(Stored items from a collection)
---+---
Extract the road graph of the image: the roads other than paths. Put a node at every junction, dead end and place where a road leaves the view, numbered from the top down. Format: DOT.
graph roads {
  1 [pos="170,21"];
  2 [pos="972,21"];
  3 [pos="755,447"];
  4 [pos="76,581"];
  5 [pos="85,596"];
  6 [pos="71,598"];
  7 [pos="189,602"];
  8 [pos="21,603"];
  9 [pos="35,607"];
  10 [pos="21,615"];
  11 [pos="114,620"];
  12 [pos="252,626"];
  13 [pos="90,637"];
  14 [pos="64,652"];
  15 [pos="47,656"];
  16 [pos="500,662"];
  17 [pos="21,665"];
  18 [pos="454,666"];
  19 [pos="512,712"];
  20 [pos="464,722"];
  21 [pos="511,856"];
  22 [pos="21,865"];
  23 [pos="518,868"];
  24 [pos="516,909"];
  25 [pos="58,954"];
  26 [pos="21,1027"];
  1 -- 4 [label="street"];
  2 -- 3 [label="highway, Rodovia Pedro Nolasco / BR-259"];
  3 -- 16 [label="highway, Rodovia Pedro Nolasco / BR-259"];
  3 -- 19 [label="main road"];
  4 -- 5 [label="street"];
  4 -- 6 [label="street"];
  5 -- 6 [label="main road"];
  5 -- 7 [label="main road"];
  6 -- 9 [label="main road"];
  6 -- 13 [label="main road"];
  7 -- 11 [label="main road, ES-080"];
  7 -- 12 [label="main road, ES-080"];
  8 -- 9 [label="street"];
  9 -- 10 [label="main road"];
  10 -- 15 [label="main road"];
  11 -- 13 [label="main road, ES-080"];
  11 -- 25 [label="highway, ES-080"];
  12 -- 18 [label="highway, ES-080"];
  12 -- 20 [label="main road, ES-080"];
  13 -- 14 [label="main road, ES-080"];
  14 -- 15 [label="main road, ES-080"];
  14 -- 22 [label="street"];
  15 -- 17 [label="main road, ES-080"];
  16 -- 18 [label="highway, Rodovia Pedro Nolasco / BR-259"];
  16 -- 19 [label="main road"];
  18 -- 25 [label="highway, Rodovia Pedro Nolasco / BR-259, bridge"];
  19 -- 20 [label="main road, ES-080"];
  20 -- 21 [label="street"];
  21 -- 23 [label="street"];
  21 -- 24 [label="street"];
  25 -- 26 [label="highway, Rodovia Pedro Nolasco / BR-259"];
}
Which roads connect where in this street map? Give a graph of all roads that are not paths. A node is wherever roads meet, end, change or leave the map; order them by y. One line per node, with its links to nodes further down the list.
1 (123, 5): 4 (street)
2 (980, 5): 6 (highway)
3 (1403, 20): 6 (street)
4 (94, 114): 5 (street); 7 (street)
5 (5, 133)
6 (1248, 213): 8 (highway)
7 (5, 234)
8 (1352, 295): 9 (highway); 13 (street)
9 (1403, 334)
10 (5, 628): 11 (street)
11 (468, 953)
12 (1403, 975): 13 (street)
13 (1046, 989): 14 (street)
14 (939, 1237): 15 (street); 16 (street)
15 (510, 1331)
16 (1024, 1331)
---+---
TASK BRIEF: Could you return every record above exactly as written?

ANSWER SECTION:
Extract the road graph of the image: the roads other than paths. Put a node at every junction, dead end and place where a road leaves the view, numbered from the top down. Format: DOT.
graph roads {
  1 [pos="170,21"];
  2 [pos="972,21"];
  3 [pos="755,447"];
  4 [pos="76,581"];
  5 [pos="85,596"];
  6 [pos="71,598"];
  7 [pos="189,602"];
  8 [pos="21,603"];
  9 [pos="35,607"];
  10 [pos="21,615"];
  11 [pos="114,620"];
  12 [pos="252,626"];
  13 [pos="90,637"];
  14 [pos="64,652"];
  15 [pos="47,656"];
  16 [pos="500,662"];
  17 [pos="21,665"];
  18 [pos="454,666"];
  19 [pos="512,712"];
  20 [pos="464,722"];
  21 [pos="511,856"];
  22 [pos="21,865"];
  23 [pos="518,868"];
  24 [pos="516,909"];
  25 [pos="58,954"];
  26 [pos="21,1027"];
  1 -- 4 [label="street"];
  2 -- 3 [label="highway, Rodovia Pedro Nolasco / BR-259"];
  3 -- 16 [label="highway, Rodovia Pedro Nolasco / BR-259"];
  3 -- 19 [label="main road"];
  4 -- 5 [label="street"];
  4 -- 6 [label="street"];
  5 -- 6 [label="main road"];
  5 -- 7 [label="main road"];
  6 -- 9 [label="main road"];
  6 -- 13 [label="main road"];
  7 -- 11 [label="main road, ES-080"];
  7 -- 12 [label="main road, ES-080"];
  8 -- 9 [label="street"];
  9 -- 10 [label="main road"];
  10 -- 15 [label="main road"];
  11 -- 13 [label="main road, ES-080"];
  11 -- 25 [label="highway, ES-080"];
  12 -- 18 [label="highway, ES-080"];
  12 -- 20 [label="main road, ES-080"];
  13 -- 14 [label="main road, ES-080"];
  14 -- 15 [label="main road, ES-080"];
  14 -- 22 [label="street"];
  15 -- 17 [label="main road, ES-080"];
  16 -- 18 [label="highway, Rodovia Pedro Nolasco / BR-259"];
  16 -- 19 [label="main road"];
  18 -- 25 [label="highway, Rodovia Pedro Nolasco / BR-259, bridge"];
  19 -- 20 [label="main road, ES-080"];
  20 -- 21 [label="street"];
  21 -- 23 [label="street"];
  21 -- 24 [label="street"];
  25 -- 26 [label="highway, Rodovia Pedro Nolasco / BR-259"];
}
Which roads connect where in this street map? Give a graph of all roads that are not paths. A node is wherever roads meet, end, change or leave the map; order them by y. One line per node, with its links to nodes further down the list.
1 (123, 5): 4 (street)
2 (980, 5): 6 (highway)
3 (1403, 20): 6 (street)
4 (94, 114): 5 (street); 7 (street)
5 (5, 133)
6 (1248, 213): 8 (highway)
7 (5, 234)
8 (1352, 295): 9 (highway); 13 (street)
9 (1403, 334)
10 (5, 628): 11 (street)
11 (468, 953)
12 (1403, 975): 13 (street)
13 (1046, 989): 14 (street)
14 (939, 1237): 15 (street); 16 (street)
15 (510, 1331)
16 (1024, 1331)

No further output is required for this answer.